Secondo il piano del ministro del Tesoro Giulio Tremonti annunciato in un’intervista al quotidiano Il Mattino, il nuovo istituto di credito potrà contare su un alleato d'eccezione: la rete delle Poste con sportelli su tutto il territorio nazionale. La voce è stata confermata da Massimo Sarmi, amministratore delegato di Poste Italiane: “si tratta di una decisione che il governo sta per assumere”.

Il disegno di legge “per il credito” che con tutta probabilità sarà approvato giovedì 15 ottobre da Palazzo Chigi si comporrà di soli cinque articoli. La novità riguarda l'emissione di “bond-Sud” che dovrebbero garantire il sostegno finanziario alle iniziative imprenditoriali destinate al Mezzogiorno. Si tratta di obbligazioni o strumenti finanziari con validità di 18 mesi che potranno essere emessi da qualsiasi istituto di credito o finanziario. Il monitoraggio sugli impieghi attivati sarà garantito per cinque anni dalla stessa banca del mezzogiorno che potrà altresì acquisire dalle banche aderenti mutui a medio-lungo termine di piccole e medie imprese. Con il provvedimento si crea il comitato promotore, che sarà composto da 15 membri, anche in rappresentanza delle categorie economiche e sociali, espressione di soggetti bancari e finanziari con sede legale in una delle Regioni del sud. Un posto sarà riservato a un esponente delle Poste. Lo stato assumerà il ruolo di socio fondatore con l'obiettivo di avviare l'iniziativa e favorire l'aggregazione di una maggioranza rappresentata da soggetti privati. In ogni caso, entro cinque anni, l'intera partecipazione posseduta dallo stato sarà ridistribuita fra i soci privati.

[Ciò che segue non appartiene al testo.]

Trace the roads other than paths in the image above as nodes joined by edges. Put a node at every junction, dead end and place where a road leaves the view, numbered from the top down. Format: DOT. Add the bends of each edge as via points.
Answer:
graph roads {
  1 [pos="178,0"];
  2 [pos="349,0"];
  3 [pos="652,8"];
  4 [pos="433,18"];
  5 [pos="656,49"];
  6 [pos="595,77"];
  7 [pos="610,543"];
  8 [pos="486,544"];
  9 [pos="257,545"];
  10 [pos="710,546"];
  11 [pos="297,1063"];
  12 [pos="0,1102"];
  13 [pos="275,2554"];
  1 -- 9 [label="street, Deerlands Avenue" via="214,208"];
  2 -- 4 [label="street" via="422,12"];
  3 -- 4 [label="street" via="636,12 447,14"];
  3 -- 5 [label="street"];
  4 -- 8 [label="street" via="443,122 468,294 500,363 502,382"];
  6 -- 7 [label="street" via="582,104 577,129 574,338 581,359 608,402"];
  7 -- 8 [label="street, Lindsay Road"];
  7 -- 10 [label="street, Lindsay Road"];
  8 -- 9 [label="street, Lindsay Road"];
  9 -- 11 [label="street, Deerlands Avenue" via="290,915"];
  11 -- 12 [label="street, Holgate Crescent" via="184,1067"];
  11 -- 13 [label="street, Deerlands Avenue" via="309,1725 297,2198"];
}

Potranno partecipare al capitale della banca, istituti di credito operanti nel mezzogiorno, imprenditori o associazioni di imprenditori, società a partecipazione pubblica nonché altri soggetti che condividano le finalità della banca.

Il progetto di banca del Sud è accolto positivamente da Confartigianato. “Siamo favorevoli alla Banca del Sud, addirittura tifosi – ha affermato il suo segretario generale, Cesare Fumagalli, perché andiamo denunciando da tempo una necessità di credito alle piccole imprese che coraggiosamente continuano a stare sul mercato al Sud dove abbiamo visto per troppo tempo i Consorzi Fidi essere spesso l'unica alternativa all'usura. La necessità di disporre di strumenti di credito accessibili, facili nell'accesso ma rigorosi nell'analisi del merito di credito, è - secondo Fumagalli - una necessità urgente per le piccole imprese”.

Sulla più ampia questione meridionale in cui si inserisce il progetto della nuova banca del Sud, è recentemente ritornato nel corso di un’intervista al quotidiano Il Mattino il presidente della Camera, Gianfranco Fini. “Una politica volta al rilancio del Sud – ha affermato il numero uno di Monte Citorio - ha bisogno anche oggi dell'intervento dello Stato. Ma bisogna intendersi sulle parole. Intervento dello Stato non può significare borsa dai larghi cordoni. Significa - sottolinea Fini - politica diretta a favorire investimenti. E ciò sia attraverso la formazione di capitale (come nel progetto governativo di creazione della banca del Sud) sia attraverso nuovi incentivi di carattere fiscale”.

Una voce fuori dal coro proviene da Sergio D’Antoni, responsabile Mezzogiorno del Pd, che ha dichiarato: “Il governo non cerchi di lavarsi le mani della questione meridionale con questa cantilena sulla Banca del Sud. Ci vuole ben altro per risollevare le sorti del Mezzogiorno”.